▸ MATERIAL FOR THIS EXERCISE:
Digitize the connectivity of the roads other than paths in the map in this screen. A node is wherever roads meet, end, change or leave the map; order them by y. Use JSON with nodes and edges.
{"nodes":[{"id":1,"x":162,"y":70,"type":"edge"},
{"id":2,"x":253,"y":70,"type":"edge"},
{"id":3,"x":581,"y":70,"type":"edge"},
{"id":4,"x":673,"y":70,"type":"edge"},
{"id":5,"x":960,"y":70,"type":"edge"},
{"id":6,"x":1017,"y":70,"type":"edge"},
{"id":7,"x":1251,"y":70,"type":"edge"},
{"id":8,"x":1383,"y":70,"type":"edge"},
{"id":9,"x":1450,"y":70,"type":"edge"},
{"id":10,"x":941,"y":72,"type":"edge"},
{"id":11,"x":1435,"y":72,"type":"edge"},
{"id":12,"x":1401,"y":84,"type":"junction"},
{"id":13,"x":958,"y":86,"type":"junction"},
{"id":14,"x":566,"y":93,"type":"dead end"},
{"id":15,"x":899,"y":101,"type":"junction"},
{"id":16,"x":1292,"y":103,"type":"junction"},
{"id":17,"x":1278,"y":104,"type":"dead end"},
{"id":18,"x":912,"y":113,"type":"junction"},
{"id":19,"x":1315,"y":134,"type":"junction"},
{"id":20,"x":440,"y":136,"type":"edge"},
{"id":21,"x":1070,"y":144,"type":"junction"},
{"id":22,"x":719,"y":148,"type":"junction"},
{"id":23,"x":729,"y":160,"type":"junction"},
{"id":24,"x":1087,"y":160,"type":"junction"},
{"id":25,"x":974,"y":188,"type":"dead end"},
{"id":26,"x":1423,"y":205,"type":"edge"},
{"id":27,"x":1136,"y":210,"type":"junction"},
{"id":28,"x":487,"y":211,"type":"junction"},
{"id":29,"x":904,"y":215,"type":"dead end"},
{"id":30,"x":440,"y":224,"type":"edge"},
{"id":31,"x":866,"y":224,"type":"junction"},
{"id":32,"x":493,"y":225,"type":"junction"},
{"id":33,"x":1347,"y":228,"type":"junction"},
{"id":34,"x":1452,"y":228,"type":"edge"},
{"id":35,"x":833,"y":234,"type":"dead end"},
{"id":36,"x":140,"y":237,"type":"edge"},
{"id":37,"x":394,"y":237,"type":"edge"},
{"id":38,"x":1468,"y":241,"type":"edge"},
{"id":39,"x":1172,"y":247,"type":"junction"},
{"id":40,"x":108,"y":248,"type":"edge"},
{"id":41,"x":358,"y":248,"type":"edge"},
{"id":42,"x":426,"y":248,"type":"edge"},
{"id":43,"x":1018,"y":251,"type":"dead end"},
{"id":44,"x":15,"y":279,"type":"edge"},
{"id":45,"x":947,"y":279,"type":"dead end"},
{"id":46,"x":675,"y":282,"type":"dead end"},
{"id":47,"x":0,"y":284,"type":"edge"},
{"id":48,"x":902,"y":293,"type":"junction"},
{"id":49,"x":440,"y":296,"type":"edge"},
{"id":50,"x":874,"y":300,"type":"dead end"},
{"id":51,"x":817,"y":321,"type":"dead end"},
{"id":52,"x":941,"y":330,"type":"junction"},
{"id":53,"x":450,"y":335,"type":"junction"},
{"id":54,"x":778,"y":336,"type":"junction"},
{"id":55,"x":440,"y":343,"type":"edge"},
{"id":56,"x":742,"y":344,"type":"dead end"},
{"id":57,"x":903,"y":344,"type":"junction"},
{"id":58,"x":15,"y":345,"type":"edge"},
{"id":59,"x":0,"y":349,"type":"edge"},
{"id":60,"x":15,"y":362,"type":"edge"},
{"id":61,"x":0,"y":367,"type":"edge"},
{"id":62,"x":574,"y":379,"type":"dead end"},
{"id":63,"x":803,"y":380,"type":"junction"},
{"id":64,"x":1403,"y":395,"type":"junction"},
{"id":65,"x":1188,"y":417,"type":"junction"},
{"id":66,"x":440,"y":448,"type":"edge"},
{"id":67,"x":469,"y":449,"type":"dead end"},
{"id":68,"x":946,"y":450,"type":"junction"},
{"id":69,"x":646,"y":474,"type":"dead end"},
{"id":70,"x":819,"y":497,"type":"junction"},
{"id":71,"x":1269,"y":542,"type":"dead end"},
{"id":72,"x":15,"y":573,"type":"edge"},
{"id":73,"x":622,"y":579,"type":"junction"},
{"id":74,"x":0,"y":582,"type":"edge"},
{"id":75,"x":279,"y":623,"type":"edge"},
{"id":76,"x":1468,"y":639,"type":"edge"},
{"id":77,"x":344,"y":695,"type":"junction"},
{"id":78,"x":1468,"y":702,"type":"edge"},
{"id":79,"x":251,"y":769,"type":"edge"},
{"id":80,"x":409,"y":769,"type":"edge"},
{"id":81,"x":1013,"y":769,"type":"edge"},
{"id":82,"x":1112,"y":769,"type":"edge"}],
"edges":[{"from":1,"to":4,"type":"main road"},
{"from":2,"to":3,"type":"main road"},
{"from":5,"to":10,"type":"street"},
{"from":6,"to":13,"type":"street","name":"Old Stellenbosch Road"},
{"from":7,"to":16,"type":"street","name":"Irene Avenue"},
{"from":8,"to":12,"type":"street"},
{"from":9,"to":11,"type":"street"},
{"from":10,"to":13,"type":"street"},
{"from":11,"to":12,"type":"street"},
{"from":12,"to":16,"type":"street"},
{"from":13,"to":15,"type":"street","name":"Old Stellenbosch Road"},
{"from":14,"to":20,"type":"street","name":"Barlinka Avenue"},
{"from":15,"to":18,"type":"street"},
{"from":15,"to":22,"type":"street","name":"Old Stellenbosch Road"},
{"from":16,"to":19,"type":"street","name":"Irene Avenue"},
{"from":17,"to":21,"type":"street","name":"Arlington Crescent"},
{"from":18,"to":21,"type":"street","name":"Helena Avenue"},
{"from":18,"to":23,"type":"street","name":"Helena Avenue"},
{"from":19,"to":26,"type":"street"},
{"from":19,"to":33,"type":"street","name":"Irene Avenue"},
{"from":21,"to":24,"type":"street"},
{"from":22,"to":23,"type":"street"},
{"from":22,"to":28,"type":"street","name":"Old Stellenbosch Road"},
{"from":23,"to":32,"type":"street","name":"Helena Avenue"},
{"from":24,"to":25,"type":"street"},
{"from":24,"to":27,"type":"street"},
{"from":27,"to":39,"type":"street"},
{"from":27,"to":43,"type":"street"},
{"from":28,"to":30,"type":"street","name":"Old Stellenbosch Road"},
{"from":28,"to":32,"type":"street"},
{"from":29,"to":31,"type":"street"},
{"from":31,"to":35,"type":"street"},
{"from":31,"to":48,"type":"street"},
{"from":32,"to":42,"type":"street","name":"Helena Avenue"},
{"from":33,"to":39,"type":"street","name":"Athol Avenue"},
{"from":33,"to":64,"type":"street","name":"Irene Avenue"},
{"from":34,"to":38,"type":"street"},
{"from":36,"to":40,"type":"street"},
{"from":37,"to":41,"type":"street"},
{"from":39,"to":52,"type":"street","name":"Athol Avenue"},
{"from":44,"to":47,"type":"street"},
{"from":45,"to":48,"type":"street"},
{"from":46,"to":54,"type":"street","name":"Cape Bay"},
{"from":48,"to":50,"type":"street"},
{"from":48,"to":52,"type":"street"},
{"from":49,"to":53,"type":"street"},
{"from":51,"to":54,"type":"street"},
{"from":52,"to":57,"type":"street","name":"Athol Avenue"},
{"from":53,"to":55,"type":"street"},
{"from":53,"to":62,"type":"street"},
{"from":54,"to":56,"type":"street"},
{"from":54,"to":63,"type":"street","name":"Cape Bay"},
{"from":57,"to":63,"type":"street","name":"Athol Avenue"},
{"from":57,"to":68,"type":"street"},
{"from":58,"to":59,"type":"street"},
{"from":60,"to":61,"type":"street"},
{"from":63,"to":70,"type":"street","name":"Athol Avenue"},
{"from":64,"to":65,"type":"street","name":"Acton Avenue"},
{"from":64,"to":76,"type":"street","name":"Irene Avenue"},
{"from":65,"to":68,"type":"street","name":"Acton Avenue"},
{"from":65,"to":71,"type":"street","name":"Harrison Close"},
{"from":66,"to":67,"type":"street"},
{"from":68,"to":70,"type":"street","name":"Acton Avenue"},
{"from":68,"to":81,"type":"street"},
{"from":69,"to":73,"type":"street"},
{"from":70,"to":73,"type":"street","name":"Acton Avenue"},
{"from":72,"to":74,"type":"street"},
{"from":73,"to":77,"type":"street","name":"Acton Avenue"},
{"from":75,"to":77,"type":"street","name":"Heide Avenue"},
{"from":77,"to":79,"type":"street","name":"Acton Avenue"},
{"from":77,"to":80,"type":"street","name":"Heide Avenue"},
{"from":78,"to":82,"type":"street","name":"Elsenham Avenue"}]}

▸ BRIEF:
Find the word "Athol" in the records and pull out each line that has it.

▸ ANSWER FOR THIS EXERCISE:
{"from":33,"to":39,"type":"street","name":"Athol Avenue"},
{"from":39,"to":52,"type":"street","name":"Athol Avenue"},
{"from":52,"to":57,"type":"street","name":"Athol Avenue"},
{"from":57,"to":63,"type":"street","name":"Athol Avenue"},
{"from":63,"to":70,"type":"street","name":"Athol Avenue"},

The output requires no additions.